### Task objective
Your task is to repeat the lines below exactly, excluding any pictures they contain.

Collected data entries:
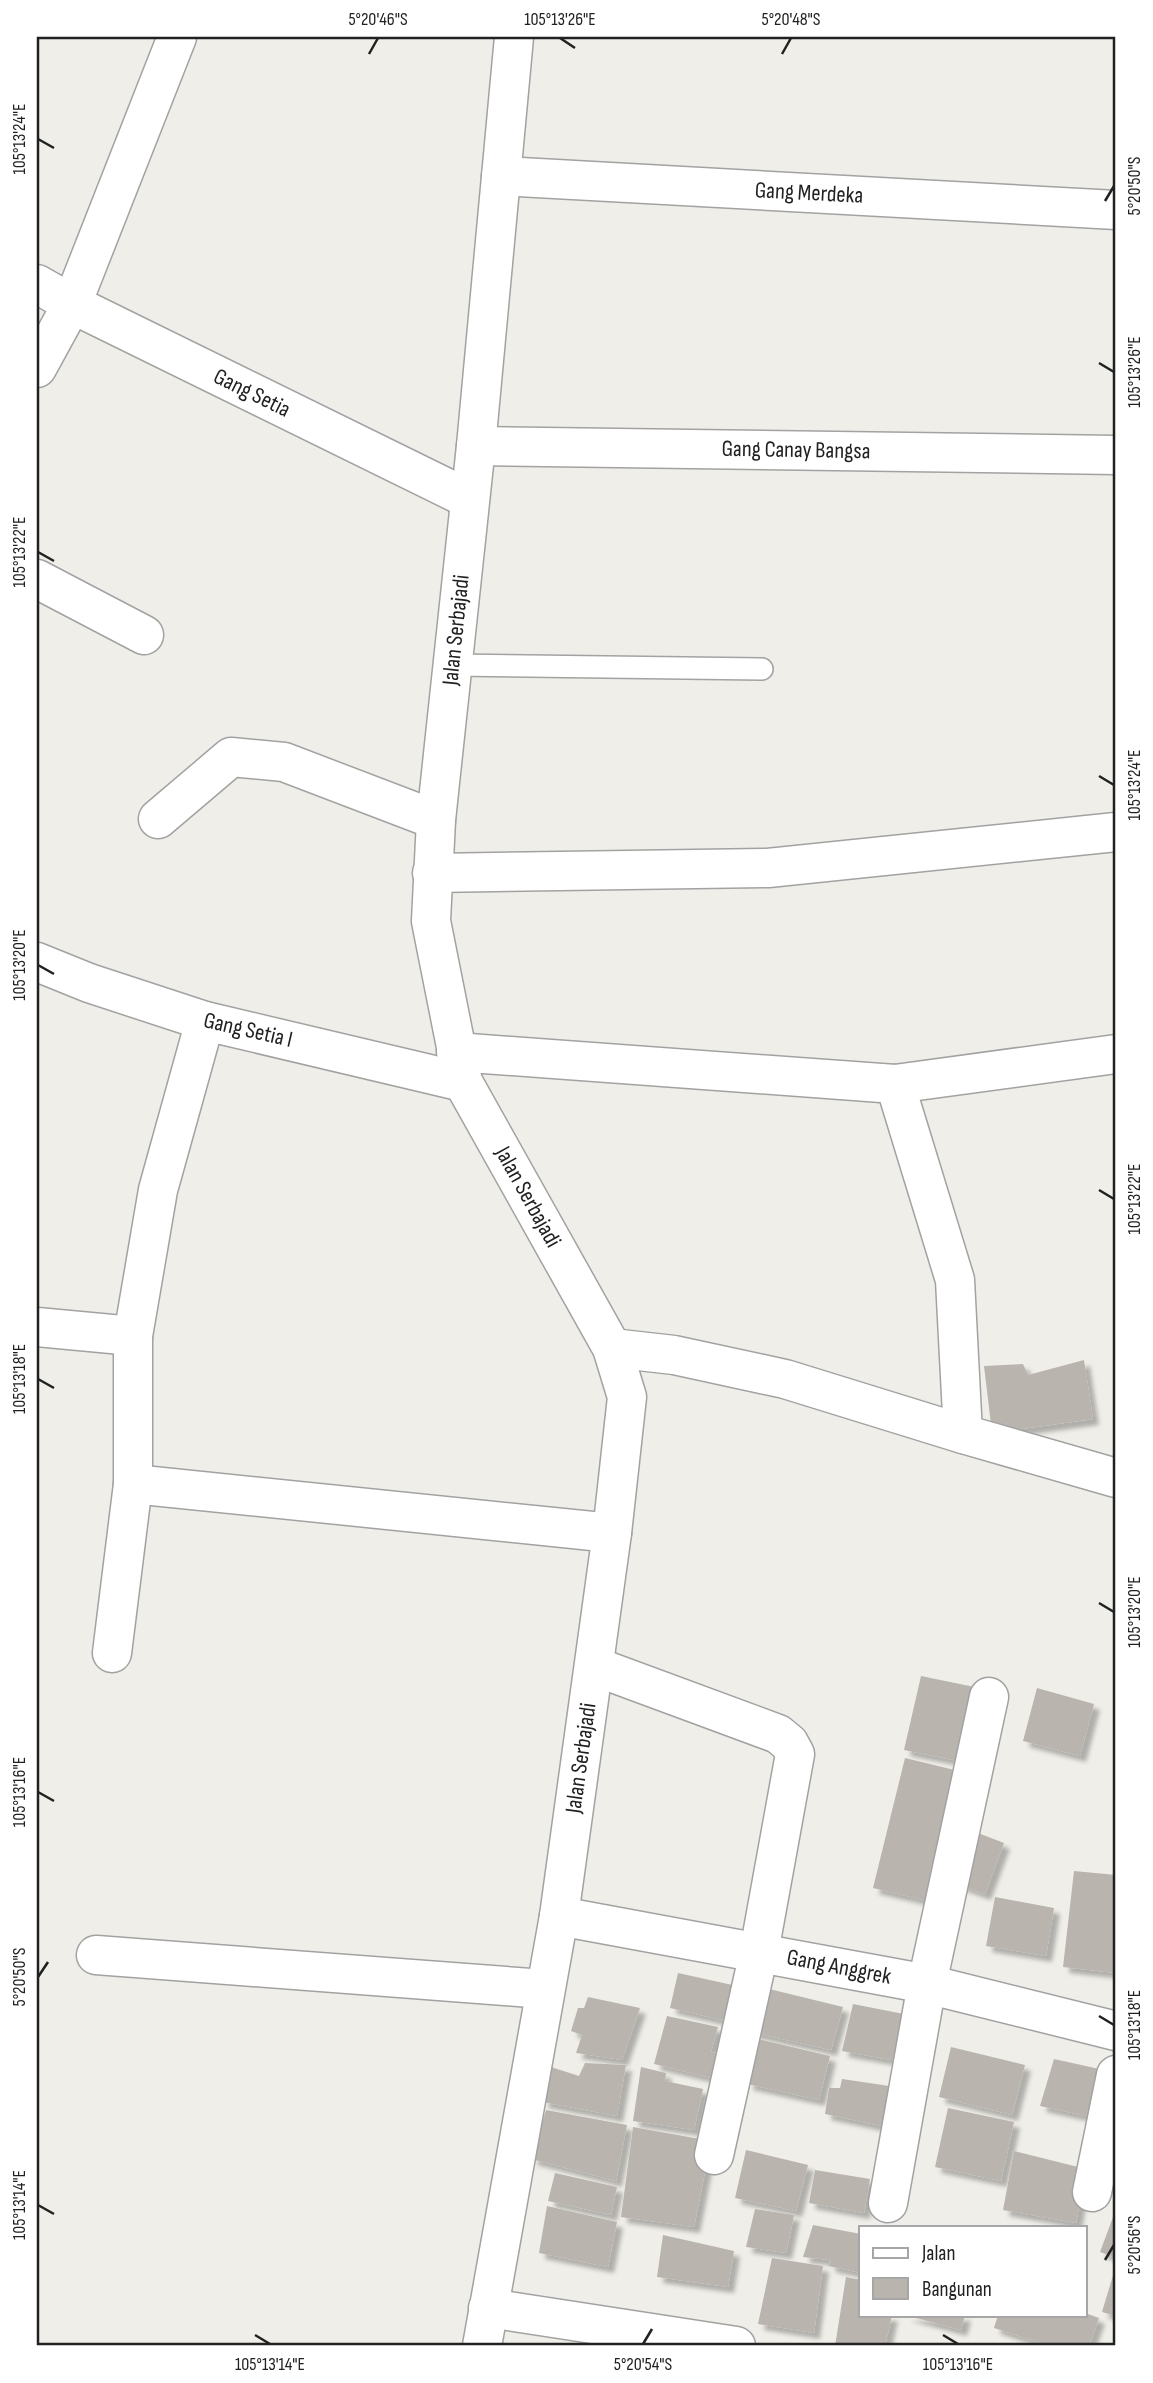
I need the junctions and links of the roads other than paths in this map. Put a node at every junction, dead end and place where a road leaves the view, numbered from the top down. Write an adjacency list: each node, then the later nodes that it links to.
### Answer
1 (177, 37): 6 (street)
2 (514, 37): 3 (street, Jalan Serbajadi)
3 (501, 176): 4 (street, Gang Merdeka); 8 (street, Jalan Serbajadi)
4 (1116, 210)
5 (37, 284): 6 (street, Gang Setia)
6 (72, 304): 7 (street); 10 (street, Gang Setia)
7 (37, 368)
8 (476, 446): 9 (street, Gang Canay Bangsa); 10 (street, Jalan Serbajadi)
9 (1116, 455)
10 (469, 499): 13 (street, Jalan Serbajadi)
11 (37, 579): 12 (street)
12 (144, 635)
13 (453, 665): 14 (lane); 16 (street, Jalan Serbajadi)
14 (762, 669)
15 (158, 819): 16 (street)
16 (436, 820): 18 (street, Jalan Serbajadi)
17 (1116, 832): 18 (street)
18 (432, 873): 22 (street, Jalan Serbajadi)
19 (37, 962): 20 (street, Gang Setia I)
20 (205, 1021): 22 (street, Gang Setia I); 25 (street)
21 (1116, 1054): 23 (street, Gang Setia I)
22 (459, 1067): 23 (street, Gang Setia I); 26 (street, Jalan Serbajadi)
23 (895, 1084): 27 (street)
24 (37, 1327): 25 (street)
25 (132, 1336): 29 (street)
26 (612, 1348): 27 (street); 30 (street, Jalan Serbajadi)
27 (963, 1434): 28 (street)
28 (1116, 1478)
29 (133, 1483): 30 (street); 31 (street)
30 (612, 1533): 32 (street, Jalan Serbajadi)
31 (112, 1653)
32 (594, 1666): 34 (street, Jalan Serbajadi); 35 (street)
33 (989, 1697): 37 (street)
34 (559, 1916): 35 (street, Gang Anggrek); 38 (street, Jalan Serbajadi)
35 (759, 1952): 37 (street, Gang Anggrek); 41 (street)
36 (96, 1955): 38 (street)
37 (927, 1984): 39 (street, Gang Anggrek); 43 (street)
38 (544, 1989): 44 (street, Jalan Serbajadi)
39 (1116, 2031)
40 (1116, 2075): 42 (street)
41 (714, 2155)
42 (1092, 2192)
43 (888, 2203)
44 (488, 2308): 45 (street, Jalan Serbajadi); 46 (street)
45 (482, 2346)
46 (736, 2346)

### Task answer
I need the junctions and links of the roads other than paths in this map. Put a node at every junction, dead end and place where a road leaves the view, numbered from the top down. Write an adjacency list: each node, then the later nodes that it links to.
### Answer
1 (177, 37): 6 (street)
2 (514, 37): 3 (street, Jalan Serbajadi)
3 (501, 176): 4 (street, Gang Merdeka); 8 (street, Jalan Serbajadi)
4 (1116, 210)
5 (37, 284): 6 (street, Gang Setia)
6 (72, 304): 7 (street); 10 (street, Gang Setia)
7 (37, 368)
8 (476, 446): 9 (street, Gang Canay Bangsa); 10 (street, Jalan Serbajadi)
9 (1116, 455)
10 (469, 499): 13 (street, Jalan Serbajadi)
11 (37, 579): 12 (street)
12 (144, 635)
13 (453, 665): 14 (lane); 16 (street, Jalan Serbajadi)
14 (762, 669)
15 (158, 819): 16 (street)
16 (436, 820): 18 (street, Jalan Serbajadi)
17 (1116, 832): 18 (street)
18 (432, 873): 22 (street, Jalan Serbajadi)
19 (37, 962): 20 (street, Gang Setia I)
20 (205, 1021): 22 (street, Gang Setia I); 25 (street)
21 (1116, 1054): 23 (street, Gang Setia I)
22 (459, 1067): 23 (street, Gang Setia I); 26 (street, Jalan Serbajadi)
23 (895, 1084): 27 (street)
24 (37, 1327): 25 (street)
25 (132, 1336): 29 (street)
26 (612, 1348): 27 (street); 30 (street, Jalan Serbajadi)
27 (963, 1434): 28 (street)
28 (1116, 1478)
29 (133, 1483): 30 (street); 31 (street)
30 (612, 1533): 32 (street, Jalan Serbajadi)
31 (112, 1653)
32 (594, 1666): 34 (street, Jalan Serbajadi); 35 (street)
33 (989, 1697): 37 (street)
34 (559, 1916): 35 (street, Gang Anggrek); 38 (street, Jalan Serbajadi)
35 (759, 1952): 37 (street, Gang Anggrek); 41 (street)
36 (96, 1955): 38 (street)
37 (927, 1984): 39 (street, Gang Anggrek); 43 (street)
38 (544, 1989): 44 (street, Jalan Serbajadi)
39 (1116, 2031)
40 (1116, 2075): 42 (street)
41 (714, 2155)
42 (1092, 2192)
43 (888, 2203)
44 (488, 2308): 45 (street, Jalan Serbajadi); 46 (street)
45 (482, 2346)
46 (736, 2346)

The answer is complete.